Язык. Знак. Культура. (Петров) - страница 173


Насколько правомерно такое отождествление? Чтобы ответить на этот вопрос, следует прежде всего обратиться к тому, как Аристотель интерпретировал знаковое представление сущности, смысл и состав синтаксических правил(18).


18 Следует сразу же оговориться, что, хотя Аристотель считается "отцом" современных нормативных грамматик, которому принадлежит первый набросок грамматической теории и терминологией которого с второстепенными уточнениями александрийских грамматиков до сих пор пользуются все нормативные грамматики, сам Аристотель никогда не задумывался над нормативностью как таковой. Грамматика была для Аристотеля опорной аналогией объяснения других вещей, а не набором нормативов, подлежащих изучению и исполнению. Нормативность – продукт эллинизма, когда перед населением греческих полисов, искусственно учрежденных на правах оазисов культуры в инокультурной "хоре", вопрос о сохранении эллинского языка и обучении "правильному" языку действительно становился актуальным. Сам Аристотель с точки зрения нормативности проявлял непозволительное для отца лингвистики легкомыслие. В "Поэтике", например, после краткого грамматического очерка (гл. 20, 21) он советует ради благородства выражения переиначивать слова: "Весьма немало способствуют ясности и благородству выражения удлинения, сокращения и изменения слов: именно, такие слова, уклоняясь от обычного, звучат иначе, чем общеупотребительные, и поэтому делают речь незатасканной, а вследствие общения с обычною формой остается ясность" (146(r) а. ЭЭ-1458 b).


Он высказывал весьма правдоподобное, на наш взгляд, мнение, что универсализм позиций членов предложения – подлежащего (субъекта), сказуемого (категории), дополнения (объекта), определения, обстоятельства – связан с универсализмом ситуаций практической деятельности. Хотя с точки зрения метасинтаксических "текстуальных" правил такой подход нельзя считать вполне оправданным, субъективные ограничения и необходимость фрагментации смысла также формируют синтаксические структуры, но ответственные за многообразие языковых типов субъективные ограничения не отменяют стихийно выявляющуюся в любом языке и в структурных арсеналах любых языков тенденцию к уподоблению структур речевой и практической деятельности. И если знак необходимо обобщает, снимает в знании отметки единичности, места и времени, то форма выявления этой тенденции должна быть в конечном счете подчинена поиску и фиксации универсалий в актах практической деятельности.
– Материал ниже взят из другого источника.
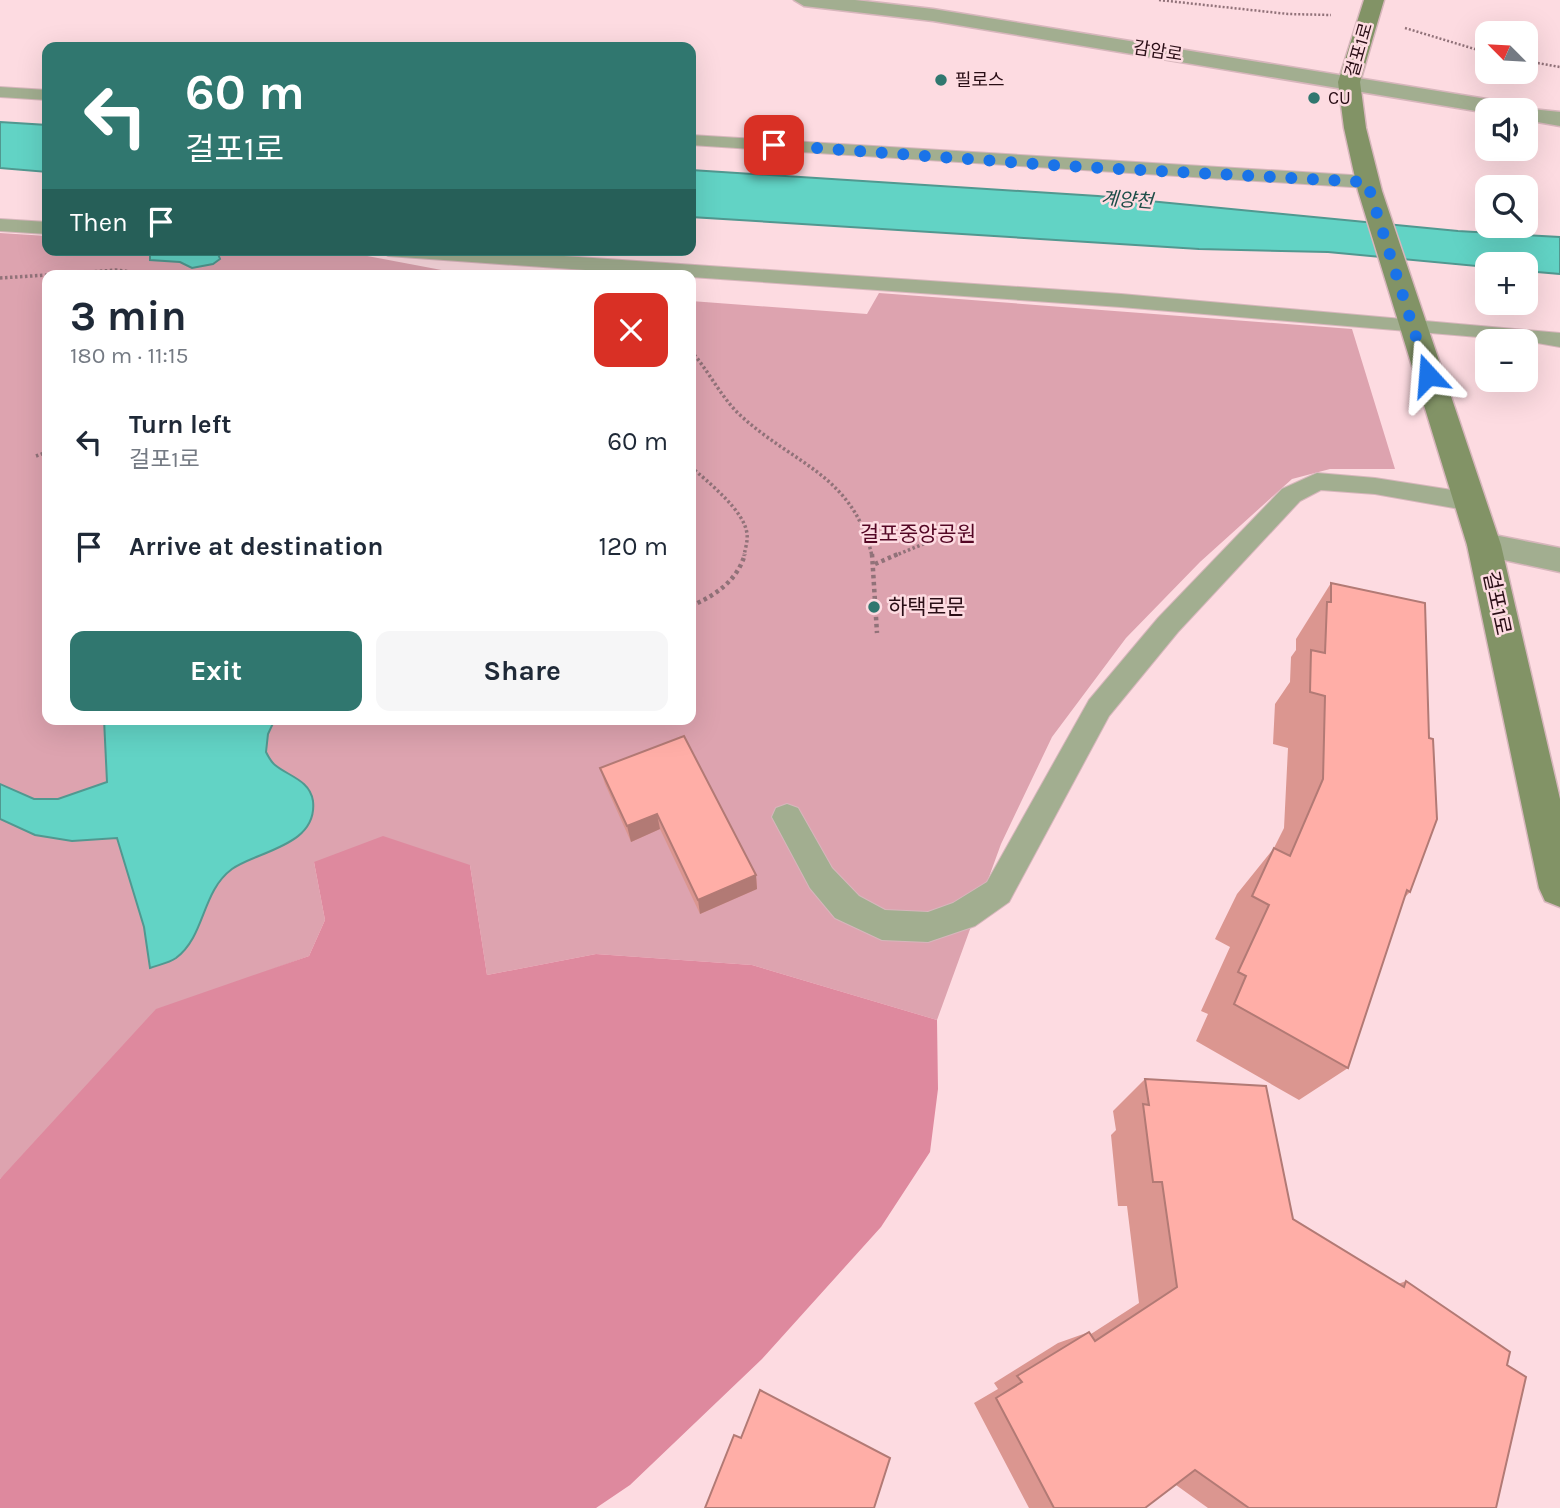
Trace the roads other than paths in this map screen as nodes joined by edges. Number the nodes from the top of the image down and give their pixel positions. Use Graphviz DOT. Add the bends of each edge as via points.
graph roads {
  1 [pos="804,0"];
  2 [pos="1370,10"];
  3 [pos="1349,82"];
  4 [pos="0,92"];
  5 [pos="42,95"];
  6 [pos="1475,104"];
  7 [pos="1538,115"];
  8 [pos="1560,119"];
  9 [pos="696,140"];
  10 [pos="1368,186"];
  11 [pos="0,225"];
  12 [pos="42,228"];
  13 [pos="476,256"];
  14 [pos="680,270"];
  15 [pos="696,271"];
  16 [pos="1409,316"];
  17 [pos="1560,340"];
  18 [pos="1471,502"];
  19 [pos="1484,545"];
  20 [pos="1560,560"];
  21 [pos="788,817"];
  22 [pos="1560,888"];
  1 -- 3 [label="street, 감암로" via="933,15"];
  2 -- 3 [label="street, 걸포1로"];
  3 -- 6 [label="street, 감암로"];
  3 -- 10 [label="street, 걸포1로"];
  4 -- 5 [label="lane"];
  7 -- 8 [label="street"];
  9 -- 10 [label="lane"];
  10 -- 16 [label="street, 걸포1로"];
  11 -- 12 [label="lane"];
  13 -- 14 [label="lane"];
  15 -- 16 [label="lane"];
  16 -- 17 [label="lane"];
  16 -- 18 [label="street, 걸포1로"];
  18 -- 19 [label="street, 걸포1로"];
  18 -- 21 [label="lane" via="1317,481 1291,495 1168,625 1099,708 999,892 963,915 928,927 883,925 847,907 821,877"];
  19 -- 20 [label="street"];
  19 -- 22 [label="street, 걸포1로"];
}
Хотя даже в наиболее абстрактных и тонких местах "Метафизики" мы не найдем теоретического обоснования универсализма позиций членов предложения (Аристотель в этом вопросе идет скорее от данности и наблюдения, чем более привычным для него путем рассуждения), элементарный анализ неравноправного положения первичных и вторичных сущностей с точки зрения их прав на исполнение функций членов предложения показывает, что речь для Аристотеля есть своего рода деятельность по вовлечению знака в конкретную ситуацию практической деятельности через подлежащее-субъект, которому возвращают потерянные в знании отметки единичности, места и времени, т. е. знак превращают в заместитель единичной вещи с полным набором ее возможностей, в первичную сущность. Именно это дает право Аристотелю утверждать "Сущностью, о которой бывает речь главным образом, прежде всего и чаще всего является та, которая не сказывается ни в каком подлежащем и не находится ни в каком подлежащем (на правах одной из возможностей.- М. П.), как, например, отдельный человек или отдельная лошадь. А вторичными сущностями называются те, в которых, как в видах, заключаются сущности, называемые так в первую очередь…" (Категории, 5,2а 10-15).